# Work request
Within the listing below, filter for "numbered" and copy every matching line.

--

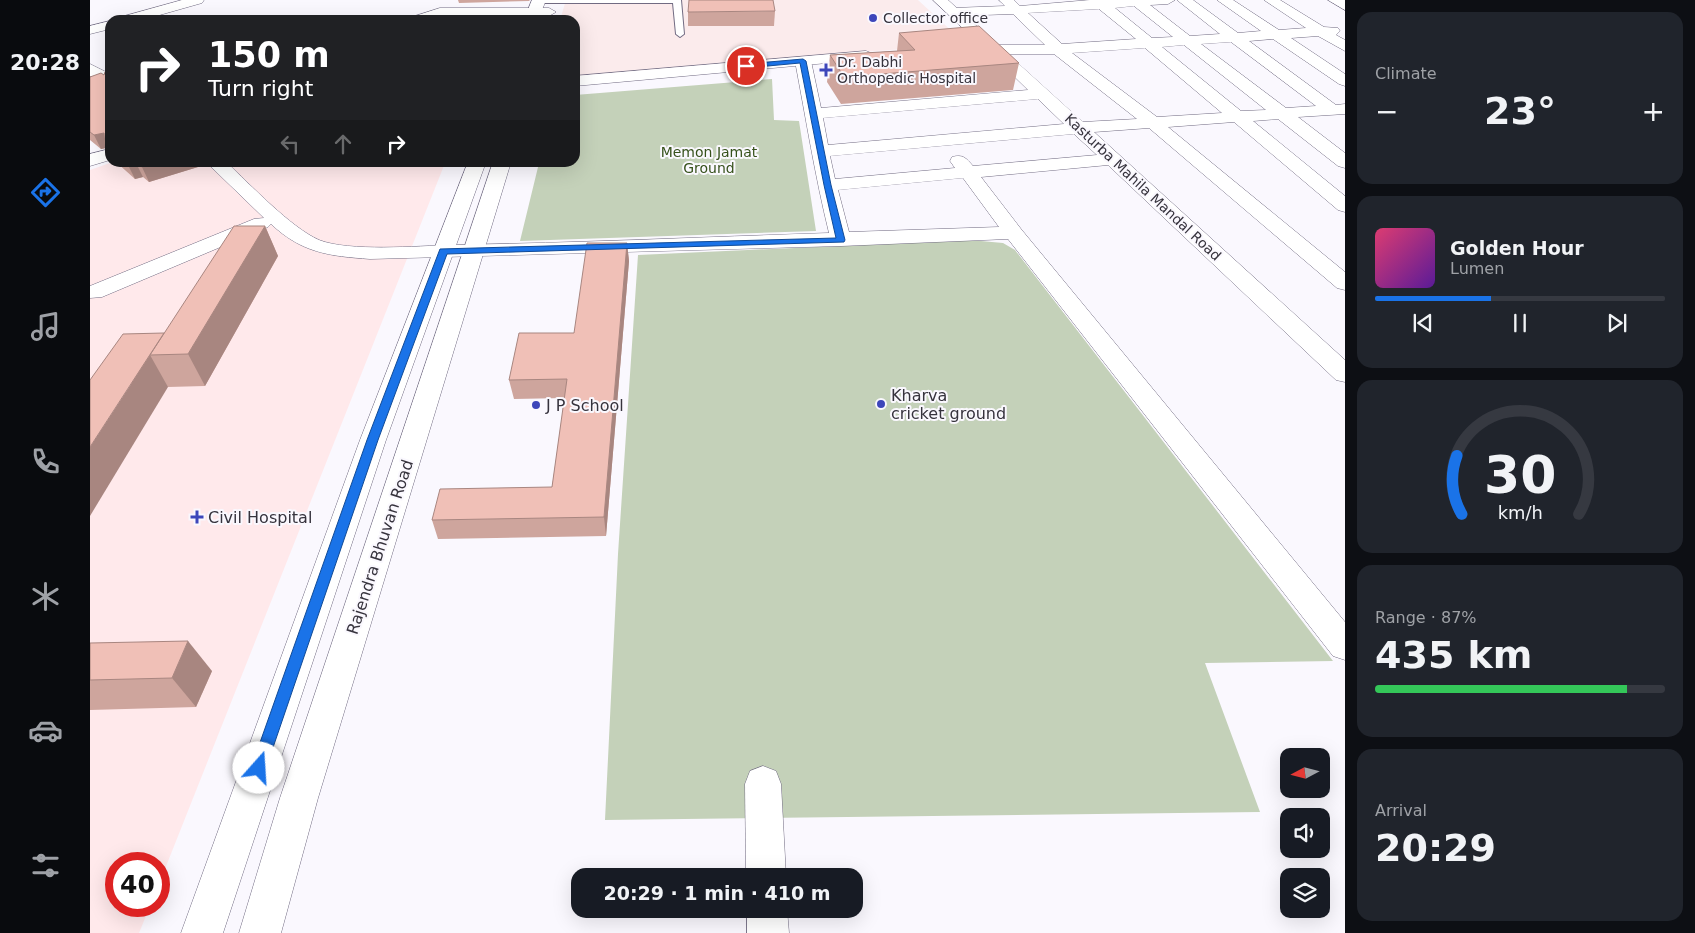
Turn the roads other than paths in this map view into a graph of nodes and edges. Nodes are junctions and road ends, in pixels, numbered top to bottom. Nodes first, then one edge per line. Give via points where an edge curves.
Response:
1 (196, 0) edge
2 (677, 0) edge
3 (940, 0) edge
4 (1168, 0) edge
5 (1184, 0) edge
6 (1224, 0) edge
7 (1272, 0) edge
8 (1334, 0) edge
9 (1135, 1) edge
10 (1099, 2) edge
11 (1011, 5) edge
12 (443, 6) edge
13 (1345, 6) edge
14 (543, 8) edge
15 (953, 12) junction
16 (144, 15) edge
17 (426, 15) edge
18 (105, 26) edge
19 (90, 30) edge
20 (1327, 31) junction
21 (680, 34) dead end
22 (1275, 34) junction
23 (1234, 37) junction
24 (1186, 39) junction
25 (1147, 42) junction
26 (1345, 47) edge
27 (985, 48) junction
28 (1058, 49) junction
29 (881, 54) edge
30 (803, 61) junction
31 (90, 69) edge
32 (105, 78) edge
33 (580, 81) edge
34 (1345, 81) edge
35 (1043, 94) junction
36 (1339, 109) edge
37 (1281, 113) junction
38 (813, 114) junction
39 (1237, 117) junction
40 (928, 122) junction
41 (1152, 122) junction
42 (1078, 128) junction
43 (821, 151) junction
44 (105, 156) edge
45 (1113, 159) junction
46 (90, 160) edge
47 (1345, 162) edge
48 (220, 167) edge
49 (475, 167) edge
50 (500, 167) edge
51 (967, 172) junction
52 (828, 185) junction
53 (1345, 206) edge
54 (275, 217) junction
55 (1014, 233) junction
56 (841, 240) junction
57 (443, 251) junction
58 (474, 251) junction
59 (1345, 283) edge
60 (94, 292) dead end
61 (1345, 374) edge
62 (385, 406) junction
63 (425, 406) junction
64 (1345, 646) edge
65 (763, 784) dead end
66 (766, 868) edge
67 (767, 918) edge
68 (202, 933) edge
69 (260, 933) edge
70 (768, 933) edge

1 - 16 street
2 - 14 lane
2 - 21 lane
3 - 15 street, Kasturba Mahila Mandal Road
4 - 9 street
5 - 23 street
6 - 22 street
7 - 20 street
8 - 13 street
9 - 10 street
9 - 24 street
10 - 11 street
10 - 25 street
11 - 15 street
11 - 28 street
12 - 14 street
12 - 17 street
15 - 27 street, Kasturba Mahila Mandal Road
18 - 19 street
20 - 22 street
20 - 26 street
22 - 23 street
22 - 34 street
23 - 24 street
23 - 36 street
24 - 25 street
24 - 37 street
25 - 28 street
25 - 39 street
27 - 28 street
27 - 35 street, Kasturba Mahila Mandal Road
28 - 41 street
29 - 30 street
30 - 33 street
30 - 38 street
31 - 32 street
35 - 40 street
35 - 42 street, Kasturba Mahila Mandal Road
36 - 37 street
37 - 39 street
37 - 47 street
38 - 40 street
38 - 43 street
39 - 41 street
39 - 53 street
40 - 42 street
40 - 43 street
40 - 51 street
41 - 42 street
41 - 59 street
42 - 45 street, Kasturba Mahila Mandal Road
43 - 52 street
44 - 46 street
45 - 51 street
45 - 61 street, Kasturba Mahila Mandal Road
48 - 54 street
49 - 57 street
50 - 58 street, Rajendra Bhuvan Road
51 - 52 street
51 - 55 street
52 - 56 street
54 - 57 street via 312,244 336,250 370,253
54 - 60 street
55 - 56 street
55 - 64 street
56 - 58 street
57 - 58 street
57 - 62 street
58 - 63 street, Rajendra Bhuvan Road
62 - 63 street
62 - 68 street
63 - 69 street, Rajendra Bhuvan Road
65 - 66 street
67 - 70 street

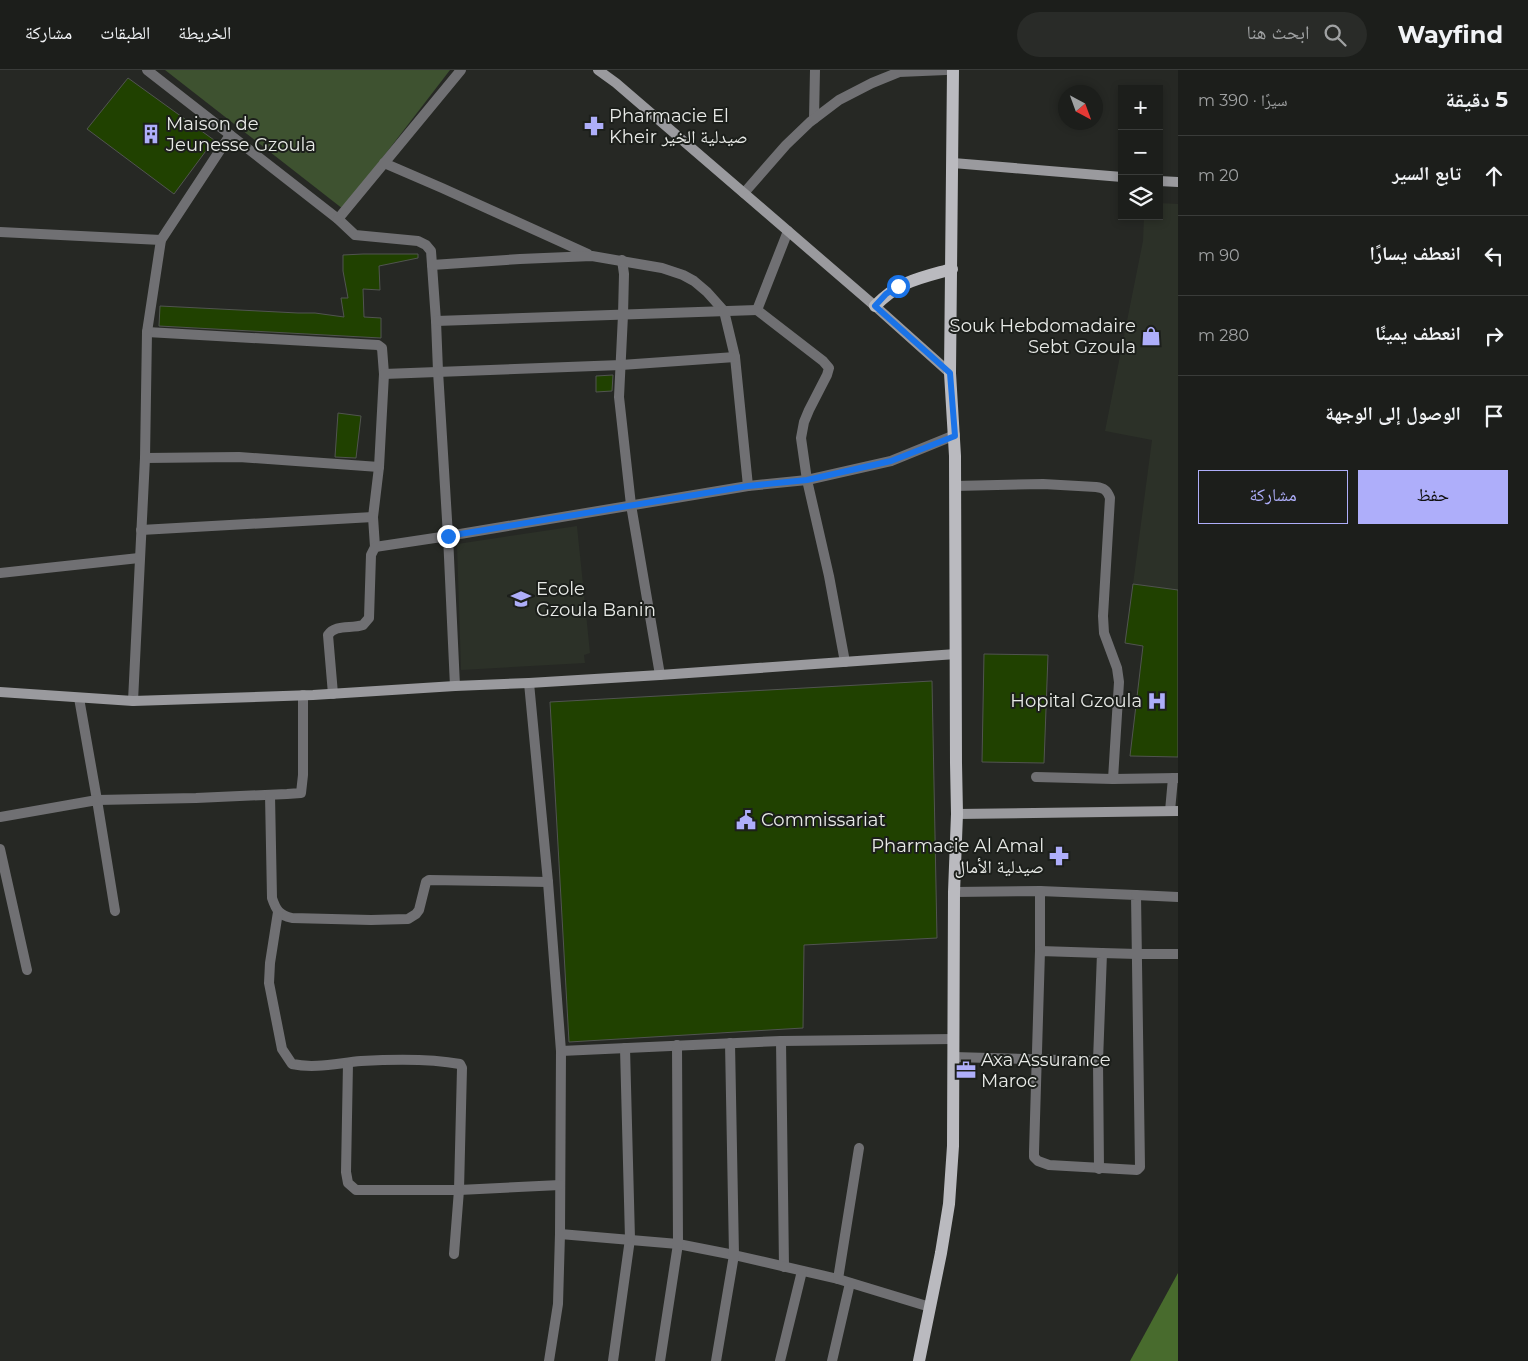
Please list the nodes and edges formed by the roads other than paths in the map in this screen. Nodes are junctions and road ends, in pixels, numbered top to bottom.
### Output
1 (147, 70) edge
2 (461, 70) edge
3 (598, 70) edge
4 (815, 70) edge
5 (946, 70) edge
6 (953, 70) edge
7 (885, 74) edge
8 (814, 119) junction
9 (230, 135) junction
10 (384, 163) junction
11 (954, 163) junction
12 (1118, 177) edge
13 (1163, 180) edge
14 (1178, 182) edge
15 (744, 193) junction
16 (338, 219) junction
17 (788, 230) junction
18 (0, 232) edge
19 (161, 240) junction
20 (592, 256) junction
21 (622, 260) junction
22 (432, 265) junction
23 (952, 269) junction
24 (875, 306) junction
25 (757, 310) junction
26 (724, 311) junction
27 (624, 315) junction
28 (436, 321) junction
29 (147, 332) junction
30 (735, 357) junction
31 (620, 365) junction
32 (438, 371) junction
33 (950, 373) junction
34 (384, 374) junction
35 (955, 436) junction
36 (145, 458) junction
37 (379, 468) junction
38 (807, 480) junction
39 (748, 486) junction
40 (955, 486) junction
41 (631, 505) junction
42 (373, 517) junction
43 (141, 530) junction
44 (448, 536) junction
45 (375, 547) junction
46 (139, 558) junction
47 (0, 573) edge
48 (956, 654) junction
49 (845, 662) junction
50 (660, 675) junction
51 (529, 683) junction
52 (454, 686) junction
53 (0, 692) edge
54 (333, 694) junction
55 (303, 695) junction
56 (79, 698) junction
57 (133, 701) junction
58 (1036, 777) dead end
59 (1176, 778) edge
60 (1113, 779) junction
61 (270, 795) junction
62 (97, 800) junction
63 (1174, 811) edge
64 (958, 814) junction
65 (0, 817) edge
66 (0, 849) edge
67 (548, 882) junction
68 (1040, 891) junction
69 (954, 892) junction
70 (1136, 895) junction
71 (1178, 897) edge
72 (115, 911) dead end
73 (278, 912) junction
74 (1040, 951) junction
75 (1102, 953) junction
76 (1137, 954) junction
77 (1178, 954) edge
78 (27, 970) dead end
79 (954, 1039) junction
80 (781, 1041) junction
81 (730, 1043) junction
82 (677, 1046) junction
83 (625, 1048) junction
84 (561, 1051) junction
85 (953, 1057) junction
86 (1037, 1059) junction
87 (1098, 1060) junction
88 (348, 1063) junction
89 (859, 1148) dead end
90 (1099, 1169) junction
91 (560, 1185) junction
92 (459, 1190) junction
93 (560, 1234) junction
94 (630, 1239) junction
95 (678, 1244) junction
96 (454, 1254) dead end
97 (734, 1255) junction
98 (784, 1266) junction
99 (802, 1271) junction
100 (838, 1279) junction
101 (850, 1283) junction
102 (930, 1307) junction
103 (549, 1361) edge
104 (613, 1361) edge
105 (660, 1361) edge
106 (716, 1361) edge
107 (780, 1361) edge
108 (832, 1361) edge
109 (919, 1361) edge

1 - 9 street
2 - 10 street
3 - 15 street
4 - 8 street
5 - 7 street
6 - 11 main road
7 - 8 street
8 - 15 street
9 - 16 street
9 - 19 street
10 - 16 street
10 - 20 street
11 - 12 street
11 - 23 main road
13 - 14 street
15 - 17 street
16 - 22 street
17 - 24 street
17 - 25 street
18 - 19 street
19 - 29 street
20 - 21 street
20 - 22 street
21 - 26 street
21 - 27 street
22 - 28 street
23 - 24 main road
23 - 33 main road
24 - 33 street
25 - 26 street
25 - 38 street
26 - 27 street
26 - 30 street
27 - 28 street
27 - 31 street
28 - 32 street
29 - 34 street
29 - 36 street
30 - 31 street
30 - 39 street
31 - 32 street
31 - 41 street
32 - 34 street
32 - 44 street
33 - 35 main road
34 - 37 street
35 - 38 street
35 - 40 main road
36 - 37 street
36 - 43 street
37 - 42 street
38 - 39 street
38 - 49 street
39 - 41 street
40 - 48 main road
40 - 60 street
41 - 44 street
41 - 50 street
42 - 43 street
42 - 45 street
43 - 46 street
44 - 45 street
44 - 52 street
45 - 54 street
46 - 47 street
46 - 57 street
48 - 49 street
48 - 64 main road
49 - 50 street
50 - 51 street
51 - 52 street
51 - 67 street
52 - 54 street
53 - 56 street
54 - 55 street
55 - 57 street
55 - 61 street
56 - 57 street
56 - 62 street
58 - 60 street
59 - 60 street
59 - 63 street
61 - 62 street
61 - 73 street
62 - 65 street
62 - 72 street
63 - 64 street
64 - 69 main road
66 - 78 street
67 - 73 street
67 - 84 street
68 - 69 street
68 - 70 street
68 - 74 street
69 - 79 main road
70 - 71 street
70 - 76 street
73 - 88 street
74 - 75 street
74 - 86 street
75 - 76 street
75 - 87 street
76 - 77 street
76 - 90 street
79 - 80 street
79 - 85 main road
80 - 81 street
80 - 98 street
81 - 82 street
81 - 97 street
82 - 83 street
82 - 95 street
83 - 84 street
83 - 94 street
84 - 91 street
85 - 86 street
85 - 102 main road
86 - 87 street
86 - 90 street
87 - 90 street
88 - 92 street
88 - 92 street
89 - 100 street
91 - 92 street
91 - 93 street
92 - 96 street
93 - 94 street
93 - 103 street
94 - 95 street
94 - 104 street
95 - 97 street
95 - 105 street
97 - 98 street
97 - 106 street
98 - 99 street
99 - 100 street
99 - 107 street
100 - 101 street
101 - 102 street
101 - 108 street
102 - 109 main road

--

# Task result
Turn the roads other than paths in this map view into a graph of nodes and edges. Nodes are junctions and road ends, in pixels, numbered top to bottom. Nodes first, then one edge per line. Give via points where an edge curves.
Please list the nodes and edges formed by the roads other than paths in the map in this screen. Nodes are junctions and road ends, in pixels, numbered top to bottom.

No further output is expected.